Stimulator of interferon genes (STING) is a core DNA sensing adaptor in innate immune signaling. STING activity is regulated by a variety of post-translational modifications (PTMs), including phosphorylation, ubiquitination, sumoylation, palmitoylation, and oxidation, as well as the balance between active and inactive polymer formation. It remains unclear, though, how different PTMs and higher order structures cooperate to regulate STING activity. Here, we report that the mitochondrial ubiquitin ligase MARCH5 (Membrane Associated Ring-CH-type Finger 5, also known as MITOL) ubiquitinates STING and enhances its activation. A long-term MARCH5 deficiency, in contrast, leads to the production of reactive oxygen species, which then facilitate the formation of inactive STING polymers by oxidizing mouse STING cysteine 205. We show that MARCH5-mediated ubiquitination of STING prevents the oxidation-induced STING polymer formation. Our findings highlight that MARCH5 balances STING ubiquitination and polymer formation and its control of STING activation is contingent on oxidative conditions.

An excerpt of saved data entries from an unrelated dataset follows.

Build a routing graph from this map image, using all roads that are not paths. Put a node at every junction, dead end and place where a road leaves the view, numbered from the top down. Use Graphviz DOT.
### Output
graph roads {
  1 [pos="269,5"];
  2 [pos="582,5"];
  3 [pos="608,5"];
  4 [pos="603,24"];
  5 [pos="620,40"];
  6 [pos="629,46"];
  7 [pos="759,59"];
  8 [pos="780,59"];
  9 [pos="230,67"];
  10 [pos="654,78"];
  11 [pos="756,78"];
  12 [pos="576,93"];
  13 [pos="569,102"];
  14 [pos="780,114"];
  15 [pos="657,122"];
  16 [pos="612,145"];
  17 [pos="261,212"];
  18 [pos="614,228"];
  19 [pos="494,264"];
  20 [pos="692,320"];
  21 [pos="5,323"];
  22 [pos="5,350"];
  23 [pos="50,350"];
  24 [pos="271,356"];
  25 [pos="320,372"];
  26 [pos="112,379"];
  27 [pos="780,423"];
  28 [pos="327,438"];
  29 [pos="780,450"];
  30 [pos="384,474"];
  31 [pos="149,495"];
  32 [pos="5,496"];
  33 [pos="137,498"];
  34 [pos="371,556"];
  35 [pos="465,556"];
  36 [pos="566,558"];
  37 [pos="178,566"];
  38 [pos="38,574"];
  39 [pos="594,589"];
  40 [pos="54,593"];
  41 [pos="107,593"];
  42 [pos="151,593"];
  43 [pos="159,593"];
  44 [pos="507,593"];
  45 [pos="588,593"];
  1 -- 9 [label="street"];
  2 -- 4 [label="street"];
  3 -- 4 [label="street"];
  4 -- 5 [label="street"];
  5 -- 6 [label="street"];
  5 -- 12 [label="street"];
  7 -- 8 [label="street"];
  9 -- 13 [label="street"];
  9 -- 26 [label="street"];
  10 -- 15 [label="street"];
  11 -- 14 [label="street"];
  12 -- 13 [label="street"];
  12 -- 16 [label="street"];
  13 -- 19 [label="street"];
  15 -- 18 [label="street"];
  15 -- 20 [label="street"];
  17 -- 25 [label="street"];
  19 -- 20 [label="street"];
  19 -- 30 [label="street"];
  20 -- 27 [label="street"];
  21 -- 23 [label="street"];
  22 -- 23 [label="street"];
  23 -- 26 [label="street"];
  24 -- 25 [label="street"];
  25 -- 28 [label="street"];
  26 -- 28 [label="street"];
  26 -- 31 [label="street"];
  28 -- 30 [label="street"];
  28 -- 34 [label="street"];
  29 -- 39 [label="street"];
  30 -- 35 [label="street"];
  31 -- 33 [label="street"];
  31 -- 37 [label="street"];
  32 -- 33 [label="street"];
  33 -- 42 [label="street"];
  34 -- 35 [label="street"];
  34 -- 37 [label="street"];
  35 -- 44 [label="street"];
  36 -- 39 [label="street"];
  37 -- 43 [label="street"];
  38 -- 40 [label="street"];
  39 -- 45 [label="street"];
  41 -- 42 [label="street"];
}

干扰素基因刺激因子（Stimulator of interferon genes, STING）是先天免疫信号通路中的核心DNA感应接头蛋白。STING的活性受多种翻译后修饰（post-translational modifications, PTMs）调控，包括磷酸化、泛素化、类泛素化、棕榈酰化与氧化，同时也受活性与非活性聚合体形成之间的动态平衡调控。但目前尚不清楚不同的翻译后修饰与高级空间结构如何协同调控STING的活性。本研究发现，线粒体泛素连接酶MARCH5（膜相关环指-CH型结构域蛋白5，又名MITOL）可对STING进行泛素化修饰并增强其活化。与之相反，长期缺失MARCH5会导致活性氧的产生，后者通过氧化小鼠STING的第205位半胱氨酸残基，促进非活性STING聚合体的形成。本研究证实，MARCH5介导的STING泛素化修饰可阻断氧化诱导的STING聚合体形成。本研究揭示，MARCH5可平衡STING的泛素化修饰与聚合体形成，其对STING活化的调控作用依赖于氧化应激条件。